• WORK INSTRUCTION:
Copy every line below. Do not alter any of them.

========================================

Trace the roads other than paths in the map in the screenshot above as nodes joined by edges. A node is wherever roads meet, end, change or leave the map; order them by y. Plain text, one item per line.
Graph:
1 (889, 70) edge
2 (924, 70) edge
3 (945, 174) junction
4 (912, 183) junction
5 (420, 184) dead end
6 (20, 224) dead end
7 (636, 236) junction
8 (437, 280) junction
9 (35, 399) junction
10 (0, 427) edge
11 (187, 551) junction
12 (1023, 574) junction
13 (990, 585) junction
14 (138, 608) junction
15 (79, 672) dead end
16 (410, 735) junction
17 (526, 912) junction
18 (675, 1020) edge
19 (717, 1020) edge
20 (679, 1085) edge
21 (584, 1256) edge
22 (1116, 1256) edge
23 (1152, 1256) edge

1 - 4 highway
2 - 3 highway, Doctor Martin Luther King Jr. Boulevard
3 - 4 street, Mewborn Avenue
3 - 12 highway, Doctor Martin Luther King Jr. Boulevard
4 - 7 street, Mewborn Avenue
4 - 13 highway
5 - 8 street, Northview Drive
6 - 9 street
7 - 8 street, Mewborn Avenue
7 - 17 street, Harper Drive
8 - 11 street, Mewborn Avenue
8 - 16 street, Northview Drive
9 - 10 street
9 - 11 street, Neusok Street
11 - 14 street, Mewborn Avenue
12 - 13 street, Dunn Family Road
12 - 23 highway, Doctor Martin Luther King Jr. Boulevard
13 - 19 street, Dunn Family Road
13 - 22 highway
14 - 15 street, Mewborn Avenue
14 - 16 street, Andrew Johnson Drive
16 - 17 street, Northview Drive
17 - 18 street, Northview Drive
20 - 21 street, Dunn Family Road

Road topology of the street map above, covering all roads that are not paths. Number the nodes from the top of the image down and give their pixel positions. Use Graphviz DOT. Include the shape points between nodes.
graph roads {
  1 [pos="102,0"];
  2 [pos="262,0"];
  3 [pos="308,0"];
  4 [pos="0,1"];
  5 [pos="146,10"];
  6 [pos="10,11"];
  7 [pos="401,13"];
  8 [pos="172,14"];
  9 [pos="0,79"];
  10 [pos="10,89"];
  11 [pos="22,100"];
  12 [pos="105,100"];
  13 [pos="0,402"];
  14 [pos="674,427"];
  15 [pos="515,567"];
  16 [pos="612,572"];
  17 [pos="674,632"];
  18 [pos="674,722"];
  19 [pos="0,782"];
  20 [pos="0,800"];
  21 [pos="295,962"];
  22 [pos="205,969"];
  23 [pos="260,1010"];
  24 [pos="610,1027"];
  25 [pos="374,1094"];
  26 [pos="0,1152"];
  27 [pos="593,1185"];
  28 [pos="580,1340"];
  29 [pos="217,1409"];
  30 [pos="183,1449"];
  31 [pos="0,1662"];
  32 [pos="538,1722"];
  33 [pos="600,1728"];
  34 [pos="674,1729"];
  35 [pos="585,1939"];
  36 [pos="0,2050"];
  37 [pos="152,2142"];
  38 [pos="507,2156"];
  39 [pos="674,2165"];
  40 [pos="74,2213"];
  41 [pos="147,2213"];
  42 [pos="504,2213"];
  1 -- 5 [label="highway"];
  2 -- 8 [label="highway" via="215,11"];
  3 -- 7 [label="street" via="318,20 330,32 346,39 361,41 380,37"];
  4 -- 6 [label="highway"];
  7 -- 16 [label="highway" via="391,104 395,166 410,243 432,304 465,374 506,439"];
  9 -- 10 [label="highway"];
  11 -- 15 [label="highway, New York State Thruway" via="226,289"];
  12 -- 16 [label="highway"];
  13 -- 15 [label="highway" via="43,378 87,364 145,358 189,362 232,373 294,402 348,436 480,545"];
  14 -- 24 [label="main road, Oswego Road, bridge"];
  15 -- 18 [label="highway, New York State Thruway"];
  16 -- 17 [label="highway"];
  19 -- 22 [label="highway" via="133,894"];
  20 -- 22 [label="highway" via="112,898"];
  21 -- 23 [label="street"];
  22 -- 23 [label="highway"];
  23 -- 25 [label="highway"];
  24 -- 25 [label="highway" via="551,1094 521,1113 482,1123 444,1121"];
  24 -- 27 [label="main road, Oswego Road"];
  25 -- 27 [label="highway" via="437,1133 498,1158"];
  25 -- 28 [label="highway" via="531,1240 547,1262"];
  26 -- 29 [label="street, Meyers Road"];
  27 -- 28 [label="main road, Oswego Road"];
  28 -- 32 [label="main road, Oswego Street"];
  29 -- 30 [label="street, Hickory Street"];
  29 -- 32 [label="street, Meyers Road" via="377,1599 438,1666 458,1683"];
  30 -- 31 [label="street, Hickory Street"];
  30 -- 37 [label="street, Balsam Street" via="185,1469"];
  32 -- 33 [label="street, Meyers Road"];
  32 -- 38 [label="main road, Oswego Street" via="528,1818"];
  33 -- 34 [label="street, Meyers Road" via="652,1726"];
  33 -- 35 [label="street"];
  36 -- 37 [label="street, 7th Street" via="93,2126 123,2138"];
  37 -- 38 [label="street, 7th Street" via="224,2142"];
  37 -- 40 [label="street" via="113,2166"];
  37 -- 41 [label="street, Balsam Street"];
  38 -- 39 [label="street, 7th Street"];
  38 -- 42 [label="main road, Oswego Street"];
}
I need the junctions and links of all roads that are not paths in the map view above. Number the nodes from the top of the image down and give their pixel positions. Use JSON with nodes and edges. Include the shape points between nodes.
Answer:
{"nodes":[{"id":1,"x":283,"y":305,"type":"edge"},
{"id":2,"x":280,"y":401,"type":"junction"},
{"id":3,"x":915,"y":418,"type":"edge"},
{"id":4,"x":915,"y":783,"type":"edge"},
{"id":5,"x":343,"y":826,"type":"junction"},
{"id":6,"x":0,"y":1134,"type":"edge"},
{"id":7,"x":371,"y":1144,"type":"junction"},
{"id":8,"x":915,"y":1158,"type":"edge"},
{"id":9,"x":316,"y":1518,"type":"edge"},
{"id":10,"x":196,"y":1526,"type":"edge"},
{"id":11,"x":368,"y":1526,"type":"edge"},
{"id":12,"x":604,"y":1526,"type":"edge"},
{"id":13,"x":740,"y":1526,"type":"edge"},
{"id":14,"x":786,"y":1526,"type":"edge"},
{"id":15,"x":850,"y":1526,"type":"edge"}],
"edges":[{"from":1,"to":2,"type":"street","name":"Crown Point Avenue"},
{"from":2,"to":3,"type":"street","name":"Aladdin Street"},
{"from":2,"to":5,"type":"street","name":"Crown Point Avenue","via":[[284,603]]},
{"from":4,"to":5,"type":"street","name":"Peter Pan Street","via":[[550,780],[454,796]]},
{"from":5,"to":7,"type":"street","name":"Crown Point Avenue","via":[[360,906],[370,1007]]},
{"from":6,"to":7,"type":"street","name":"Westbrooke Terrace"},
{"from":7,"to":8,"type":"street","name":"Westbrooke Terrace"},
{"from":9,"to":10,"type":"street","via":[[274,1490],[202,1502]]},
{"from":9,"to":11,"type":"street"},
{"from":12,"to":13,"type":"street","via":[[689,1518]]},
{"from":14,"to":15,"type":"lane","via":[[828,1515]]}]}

========================================

• ANSWER TO THE EXERCISE:
Trace the roads other than paths in the map in the screenshot above as nodes joined by edges. A node is wherever roads meet, end, change or leave the map; order them by y. Plain text, one item per line.
Graph:
1 (889, 70) edge
2 (924, 70) edge
3 (945, 174) junction
4 (912, 183) junction
5 (420, 184) dead end
6 (20, 224) dead end
7 (636, 236) junction
8 (437, 280) junction
9 (35, 399) junction
10 (0, 427) edge
11 (187, 551) junction
12 (1023, 574) junction
13 (990, 585) junction
14 (138, 608) junction
15 (79, 672) dead end
16 (410, 735) junction
17 (526, 912) junction
18 (675, 1020) edge
19 (717, 1020) edge
20 (679, 1085) edge
21 (584, 1256) edge
22 (1116, 1256) edge
23 (1152, 1256) edge

1 - 4 highway
2 - 3 highway, Doctor Martin Luther King Jr. Boulevard
3 - 4 street, Mewborn Avenue
3 - 12 highway, Doctor Martin Luther King Jr. Boulevard
4 - 7 street, Mewborn Avenue
4 - 13 highway
5 - 8 street, Northview Drive
6 - 9 street
7 - 8 street, Mewborn Avenue
7 - 17 street, Harper Drive
8 - 11 street, Mewborn Avenue
8 - 16 street, Northview Drive
9 - 10 street
9 - 11 street, Neusok Street
11 - 14 street, Mewborn Avenue
12 - 13 street, Dunn Family Road
12 - 23 highway, Doctor Martin Luther King Jr. Boulevard
13 - 19 street, Dunn Family Road
13 - 22 highway
14 - 15 street, Mewborn Avenue
14 - 16 street, Andrew Johnson Drive
16 - 17 street, Northview Drive
17 - 18 street, Northview Drive
20 - 21 street, Dunn Family Road

Road topology of the street map above, covering all roads that are not paths. Number the nodes from the top of the image down and give their pixel positions. Use Graphviz DOT. Include the shape points between nodes.
graph roads {
  1 [pos="102,0"];
  2 [pos="262,0"];
  3 [pos="308,0"];
  4 [pos="0,1"];
  5 [pos="146,10"];
  6 [pos="10,11"];
  7 [pos="401,13"];
  8 [pos="172,14"];
  9 [pos="0,79"];
  10 [pos="10,89"];
  11 [pos="22,100"];
  12 [pos="105,100"];
  13 [pos="0,402"];
  14 [pos="674,427"];
  15 [pos="515,567"];
  16 [pos="612,572"];
  17 [pos="674,632"];
  18 [pos="674,722"];
  19 [pos="0,782"];
  20 [pos="0,800"];
  21 [pos="295,962"];
  22 [pos="205,969"];
  23 [pos="260,1010"];
  24 [pos="610,1027"];
  25 [pos="374,1094"];
  26 [pos="0,1152"];
  27 [pos="593,1185"];
  28 [pos="580,1340"];
  29 [pos="217,1409"];
  30 [pos="183,1449"];
  31 [pos="0,1662"];
  32 [pos="538,1722"];
  33 [pos="600,1728"];
  34 [pos="674,1729"];
  35 [pos="585,1939"];
  36 [pos="0,2050"];
  37 [pos="152,2142"];
  38 [pos="507,2156"];
  39 [pos="674,2165"];
  40 [pos="74,2213"];
  41 [pos="147,2213"];
  42 [pos="504,2213"];
  1 -- 5 [label="highway"];
  2 -- 8 [label="highway" via="215,11"];
  3 -- 7 [label="street" via="318,20 330,32 346,39 361,41 380,37"];
  4 -- 6 [label="highway"];
  7 -- 16 [label="highway" via="391,104 395,166 410,243 432,304 465,374 506,439"];
  9 -- 10 [label="highway"];
  11 -- 15 [label="highway, New York State Thruway" via="226,289"];
  12 -- 16 [label="highway"];
  13 -- 15 [label="highway" via="43,378 87,364 145,358 189,362 232,373 294,402 348,436 480,545"];
  14 -- 24 [label="main road, Oswego Road, bridge"];
  15 -- 18 [label="highway, New York State Thruway"];
  16 -- 17 [label="highway"];
  19 -- 22 [label="highway" via="133,894"];
  20 -- 22 [label="highway" via="112,898"];
  21 -- 23 [label="street"];
  22 -- 23 [label="highway"];
  23 -- 25 [label="highway"];
  24 -- 25 [label="highway" via="551,1094 521,1113 482,1123 444,1121"];
  24 -- 27 [label="main road, Oswego Road"];
  25 -- 27 [label="highway" via="437,1133 498,1158"];
  25 -- 28 [label="highway" via="531,1240 547,1262"];
  26 -- 29 [label="street, Meyers Road"];
  27 -- 28 [label="main road, Oswego Road"];
  28 -- 32 [label="main road, Oswego Street"];
  29 -- 30 [label="street, Hickory Street"];
  29 -- 32 [label="street, Meyers Road" via="377,1599 438,1666 458,1683"];
  30 -- 31 [label="street, Hickory Street"];
  30 -- 37 [label="street, Balsam Street" via="185,1469"];
  32 -- 33 [label="street, Meyers Road"];
  32 -- 38 [label="main road, Oswego Street" via="528,1818"];
  33 -- 34 [label="street, Meyers Road" via="652,1726"];
  33 -- 35 [label="street"];
  36 -- 37 [label="street, 7th Street" via="93,2126 123,2138"];
  37 -- 38 [label="street, 7th Street" via="224,2142"];
  37 -- 40 [label="street" via="113,2166"];
  37 -- 41 [label="street, Balsam Street"];
  38 -- 39 [label="street, 7th Street"];
  38 -- 42 [label="main road, Oswego Street"];
}
I need the junctions and links of all roads that are not paths in the map view above. Number the nodes from the top of the image down and give their pixel positions. Use JSON with nodes and edges. Include the shape points between nodes.
Answer:
{"nodes":[{"id":1,"x":283,"y":305,"type":"edge"},
{"id":2,"x":280,"y":401,"type":"junction"},
{"id":3,"x":915,"y":418,"type":"edge"},
{"id":4,"x":915,"y":783,"type":"edge"},
{"id":5,"x":343,"y":826,"type":"junction"},
{"id":6,"x":0,"y":1134,"type":"edge"},
{"id":7,"x":371,"y":1144,"type":"junction"},
{"id":8,"x":915,"y":1158,"type":"edge"},
{"id":9,"x":316,"y":1518,"type":"edge"},
{"id":10,"x":196,"y":1526,"type":"edge"},
{"id":11,"x":368,"y":1526,"type":"edge"},
{"id":12,"x":604,"y":1526,"type":"edge"},
{"id":13,"x":740,"y":1526,"type":"edge"},
{"id":14,"x":786,"y":1526,"type":"edge"},
{"id":15,"x":850,"y":1526,"type":"edge"}],
"edges":[{"from":1,"to":2,"type":"street","name":"Crown Point Avenue"},
{"from":2,"to":3,"type":"street","name":"Aladdin Street"},
{"from":2,"to":5,"type":"street","name":"Crown Point Avenue","via":[[284,603]]},
{"from":4,"to":5,"type":"street","name":"Peter Pan Street","via":[[550,780],[454,796]]},
{"from":5,"to":7,"type":"street","name":"Crown Point Avenue","via":[[360,906],[370,1007]]},
{"from":6,"to":7,"type":"street","name":"Westbrooke Terrace"},
{"from":7,"to":8,"type":"street","name":"Westbrooke Terrace"},
{"from":9,"to":10,"type":"street","via":[[274,1490],[202,1502]]},
{"from":9,"to":11,"type":"street"},
{"from":12,"to":13,"type":"street","via":[[689,1518]]},
{"from":14,"to":15,"type":"lane","via":[[828,1515]]}]}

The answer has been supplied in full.